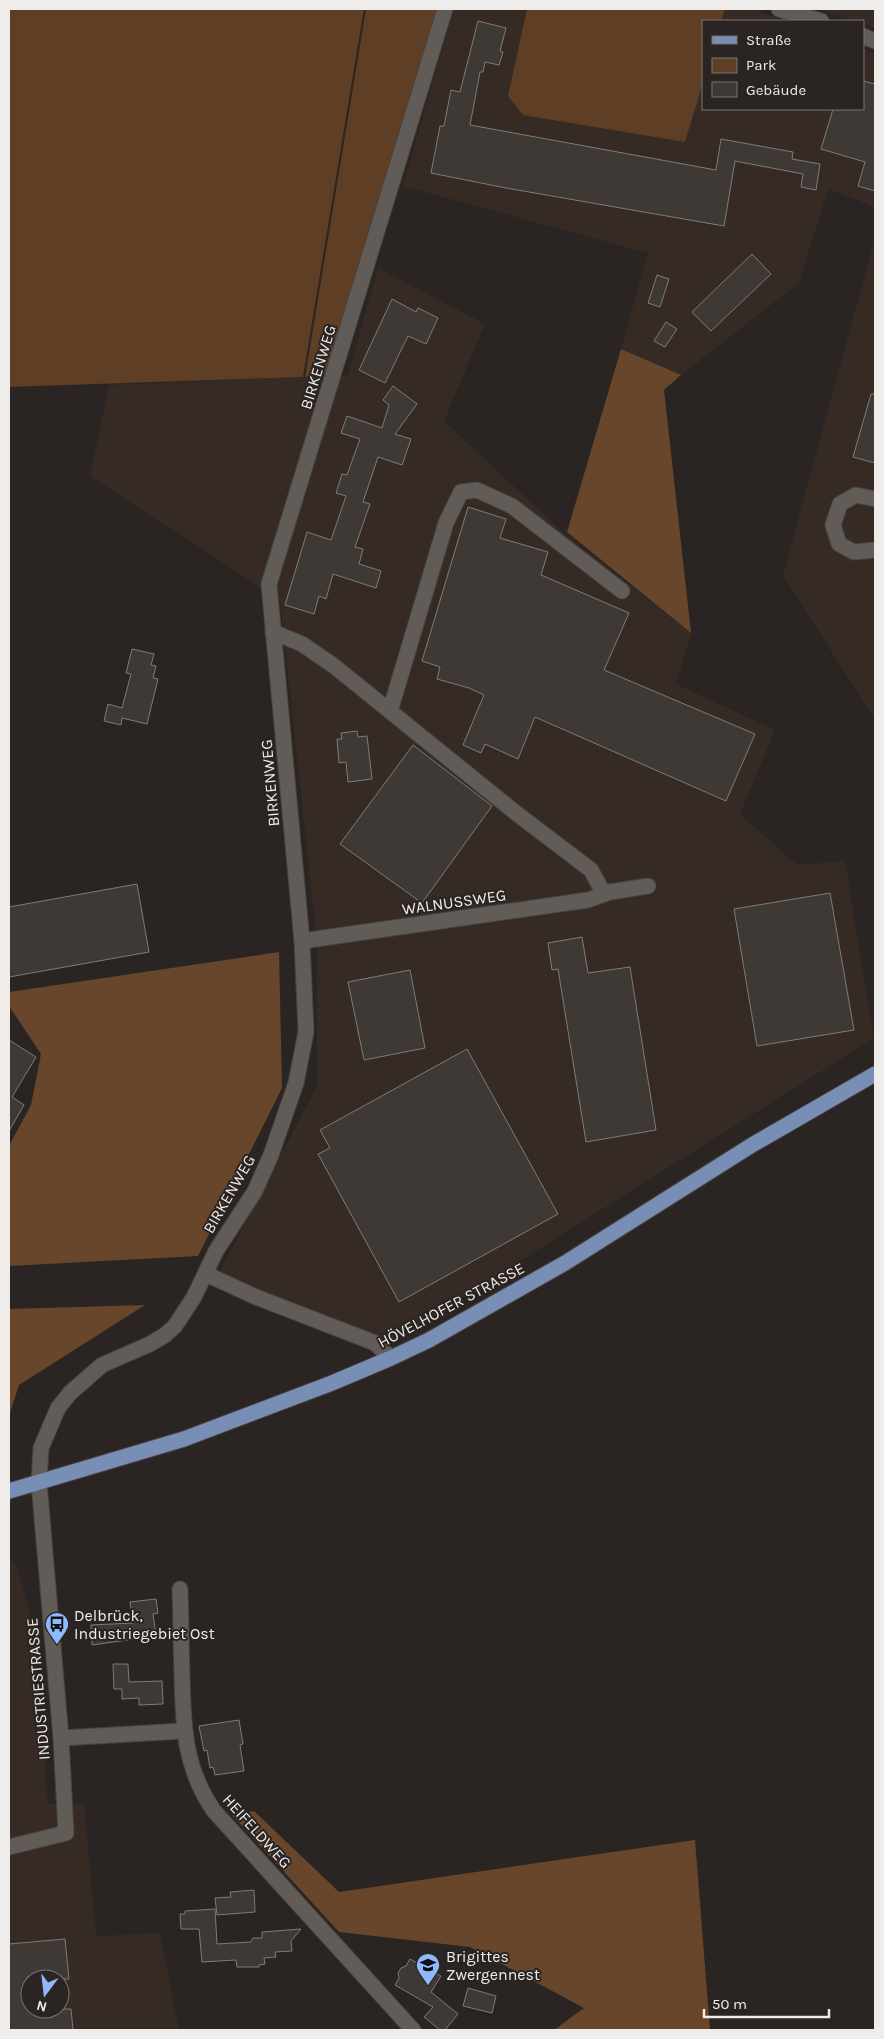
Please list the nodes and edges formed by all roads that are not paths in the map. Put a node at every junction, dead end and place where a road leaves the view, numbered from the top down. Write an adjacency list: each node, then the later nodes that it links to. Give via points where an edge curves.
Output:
1 (445, 9): 7 (street, BIRKENWEG, via 269,584)
2 (780, 9): 3 (street)
3 (817, 20)
4 (875, 499): 5 (street, via 856,495 840,504 833,526 839,544 854,552)
5 (875, 550)
6 (622, 591): 8 (street, via 512,506 477,490 461,492 446,523)
7 (273, 632): 8 (street, via 302,644); 11 (street, BIRKENWEG)
8 (390, 711): 10 (street, via 591,870)
9 (648, 886): 10 (street, WALNUSSWEG)
10 (607, 893): 11 (street, WALNUSSWEG, via 588,900)
11 (302, 941): 13 (street, BIRKENWEG, via 306,1032 296,1083 271,1155)
12 (875, 1074): 14 (main road, HÖVELHOFER STRASSE, via 752,1145 566,1263)
13 (206, 1274): 14 (street, via 375,1343); 15 (street, BIRKENWEG, via 175,1326 150,1344 102,1364 58,1408 41,1448)
14 (391, 1358): 15 (main road, HÖVELHOFER STRASSE, via 184,1439)
15 (39, 1483): 16 (main road, HÖVELHOFER STRASSE); 19 (street, INDUSTRIESTRASSE)
16 (9, 1491)
17 (180, 1589): 18 (street, HEIFELDWEG)
18 (183, 1731): 19 (street); 21 (street, HEIFELDWEG, via 194,1776 214,1811)
19 (61, 1738): 20 (street, INDUSTRIESTRASSE, via 66,1833)
20 (9, 1847)
21 (413, 2030)

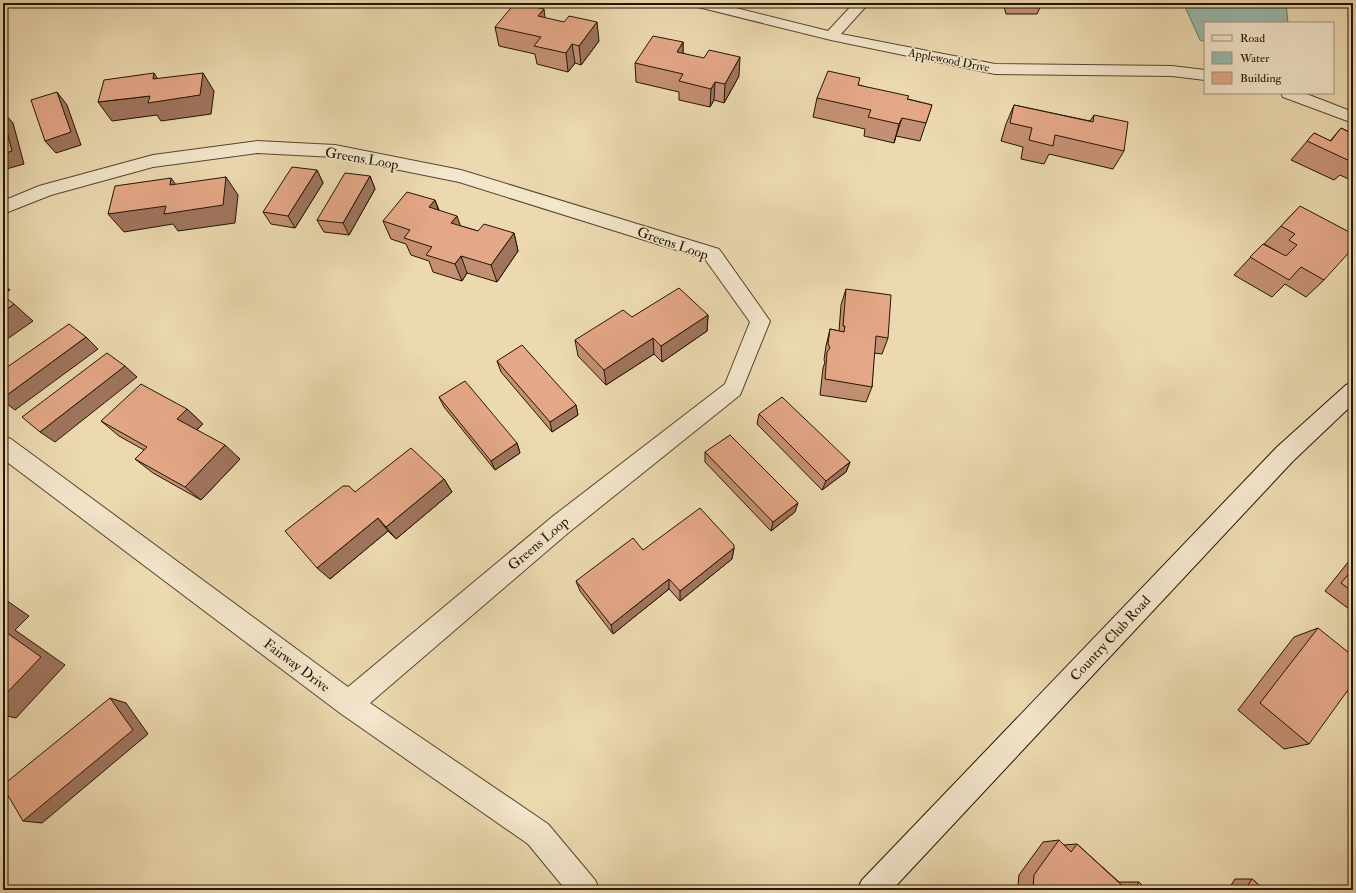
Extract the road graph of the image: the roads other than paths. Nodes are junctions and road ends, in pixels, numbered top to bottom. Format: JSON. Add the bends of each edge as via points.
{"nodes":[{"id":1,"x":699,"y":3,"type":"edge"},
{"id":2,"x":862,"y":3,"type":"edge"},
{"id":3,"x":832,"y":36,"type":"junction"},
{"id":4,"x":1204,"y":75,"type":"edge"},
{"id":5,"x":1292,"y":94,"type":"edge"},
{"id":6,"x":1353,"y":118,"type":"edge"},
{"id":7,"x":3,"y":208,"type":"edge"},
{"id":8,"x":1353,"y":391,"type":"edge"},
{"id":9,"x":3,"y":446,"type":"edge"},
{"id":10,"x":349,"y":704,"type":"junction"},
{"id":11,"x":585,"y":890,"type":"edge"},
{"id":12,"x":872,"y":890,"type":"edge"}],
"edges":[{"from":1,"to":3,"type":"street","name":"Applewood Drive"},
{"from":2,"to":3,"type":"street"},
{"from":3,"to":4,"type":"street","name":"Applewood Drive","via":[[995,69],[1172,71]]},
{"from":5,"to":6,"type":"street"},
{"from":7,"to":10,"type":"street","name":"Greens Loop","via":[[45,190],[153,161],[257,147],[335,151],[461,176],[712,254],[760,321],[733,389],[560,525]]},
{"from":8,"to":12,"type":"street","name":"Country Club Road","via":[[1285,454]]},
{"from":9,"to":10,"type":"street","name":"Fairway Drive"},
{"from":10,"to":11,"type":"street","name":"Fairway Drive","via":[[538,834]]}]}
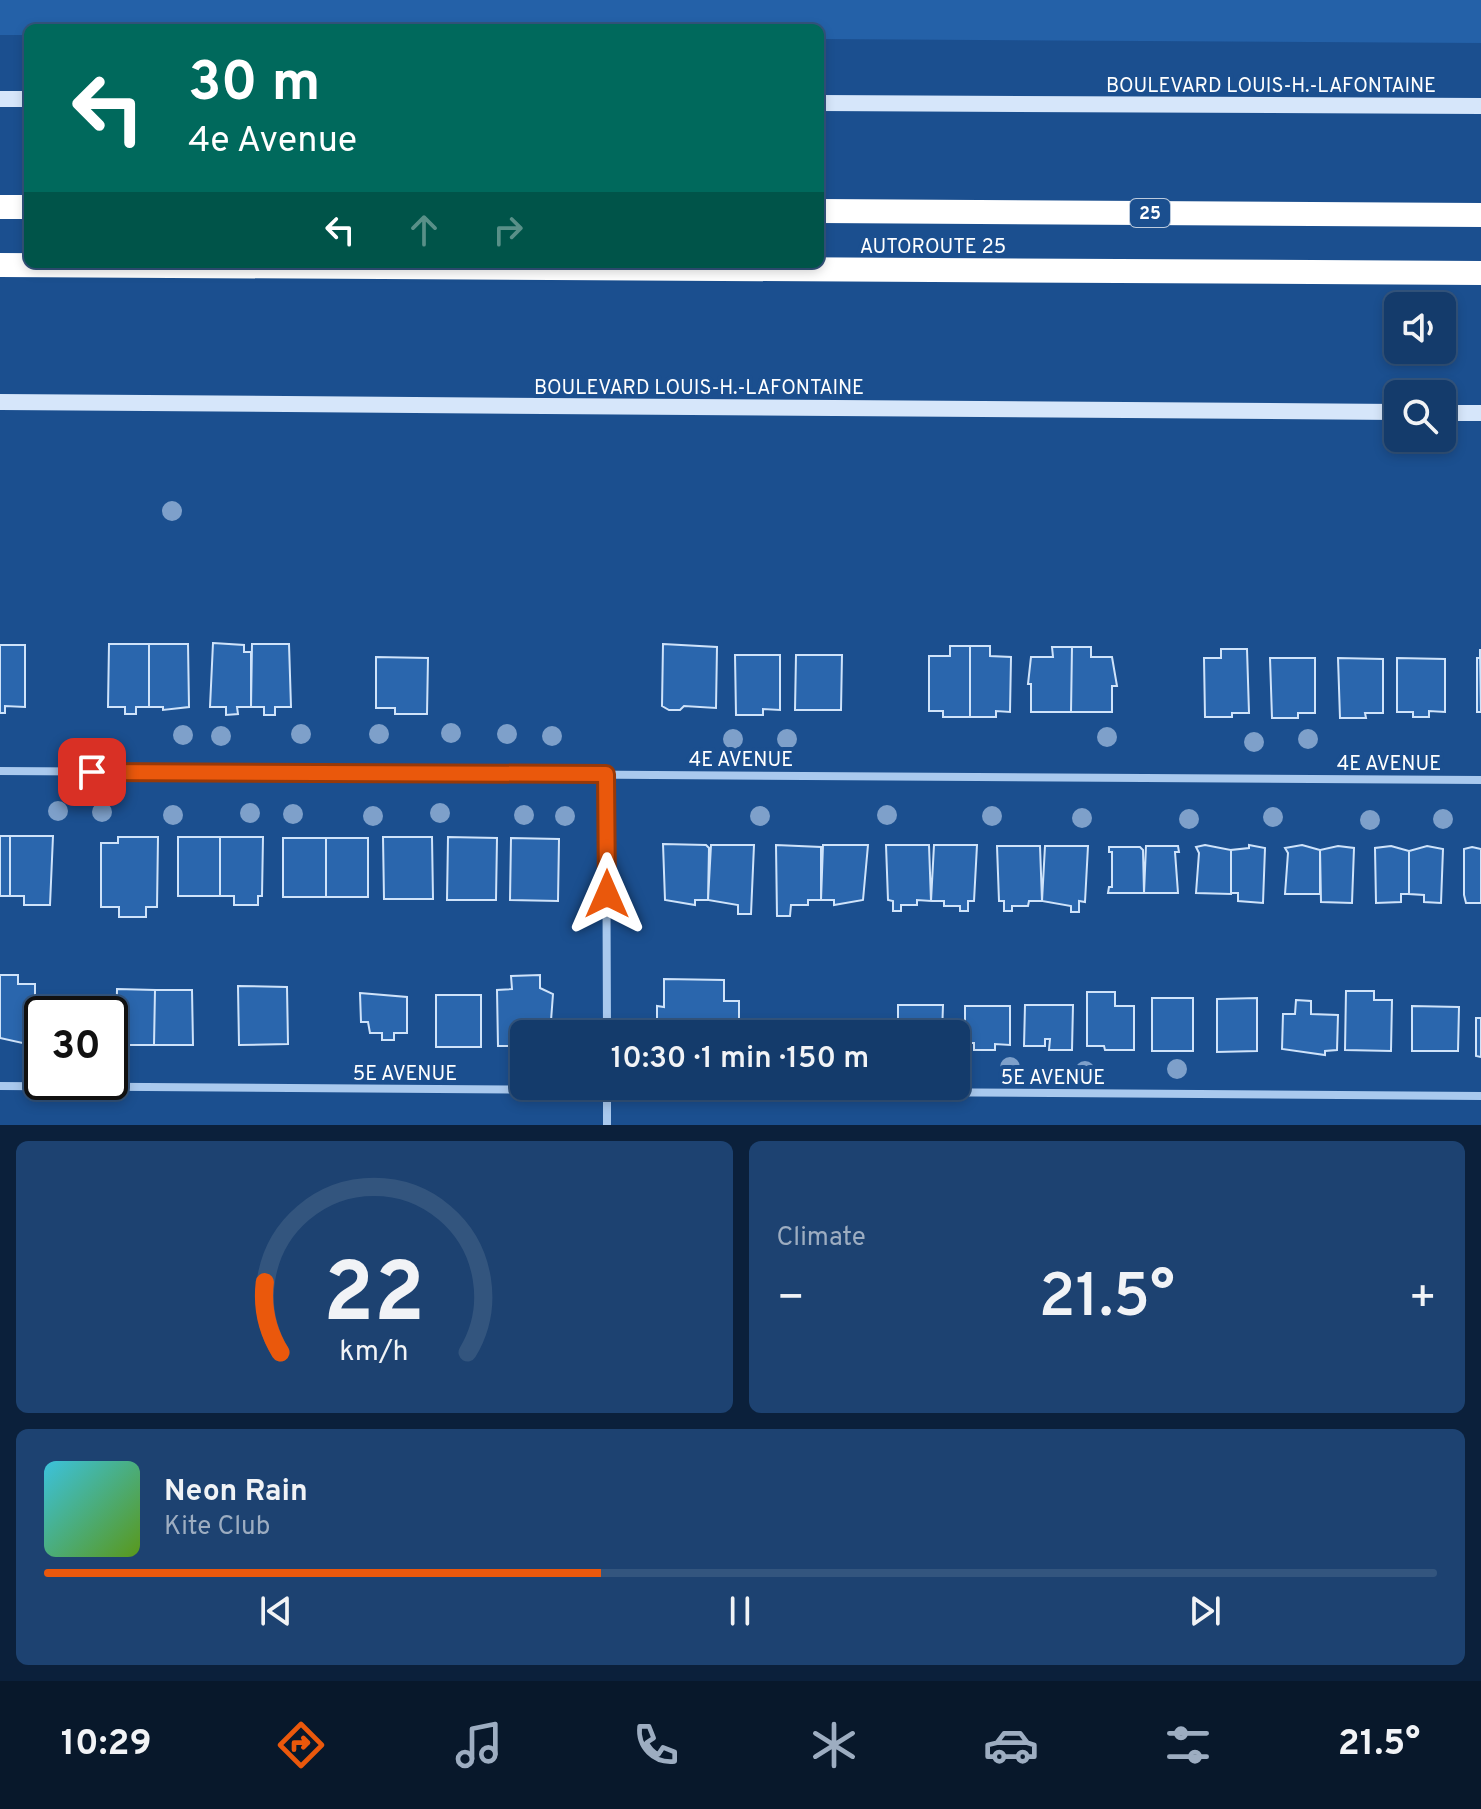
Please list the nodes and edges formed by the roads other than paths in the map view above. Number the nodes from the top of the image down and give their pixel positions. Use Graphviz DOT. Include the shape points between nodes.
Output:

• • • • •

### [What the exercise asks]
The copy has to start at the line that contains "Extract the road" and end at the last line of the material above, matching the original exactly and holding no pictures.

### [Exercise solution]
Extract the road graph of the image: the roads other than paths. Nodes are junctions and road ends, in pixels, numbered top to bottom. Format: JSON. Add the bends of each edge as via points.
{"nodes":[{"id":1,"x":699,"y":3,"type":"edge"},
{"id":2,"x":862,"y":3,"type":"edge"},
{"id":3,"x":832,"y":36,"type":"junction"},
{"id":4,"x":1204,"y":75,"type":"edge"},
{"id":5,"x":1292,"y":94,"type":"edge"},
{"id":6,"x":1353,"y":118,"type":"edge"},
{"id":7,"x":3,"y":208,"type":"edge"},
{"id":8,"x":1353,"y":391,"type":"edge"},
{"id":9,"x":3,"y":446,"type":"edge"},
{"id":10,"x":349,"y":704,"type":"junction"},
{"id":11,"x":585,"y":890,"type":"edge"},
{"id":12,"x":872,"y":890,"type":"edge"}],
"edges":[{"from":1,"to":3,"type":"street","name":"Applewood Drive"},
{"from":2,"to":3,"type":"street"},
{"from":3,"to":4,"type":"street","name":"Applewood Drive","via":[[995,69],[1172,71]]},
{"from":5,"to":6,"type":"street"},
{"from":7,"to":10,"type":"street","name":"Greens Loop","via":[[45,190],[153,161],[257,147],[335,151],[461,176],[712,254],[760,321],[733,389],[560,525]]},
{"from":8,"to":12,"type":"street","name":"Country Club Road","via":[[1285,454]]},
{"from":9,"to":10,"type":"street","name":"Fairway Drive"},
{"from":10,"to":11,"type":"street","name":"Fairway Drive","via":[[538,834]]}]}
Please list the nodes and edges formed by the roads other than paths in the map view above. Number the nodes from the top of the image down and give their pixel positions. Use Graphviz DOT. Include the shape points between nodes.
Output:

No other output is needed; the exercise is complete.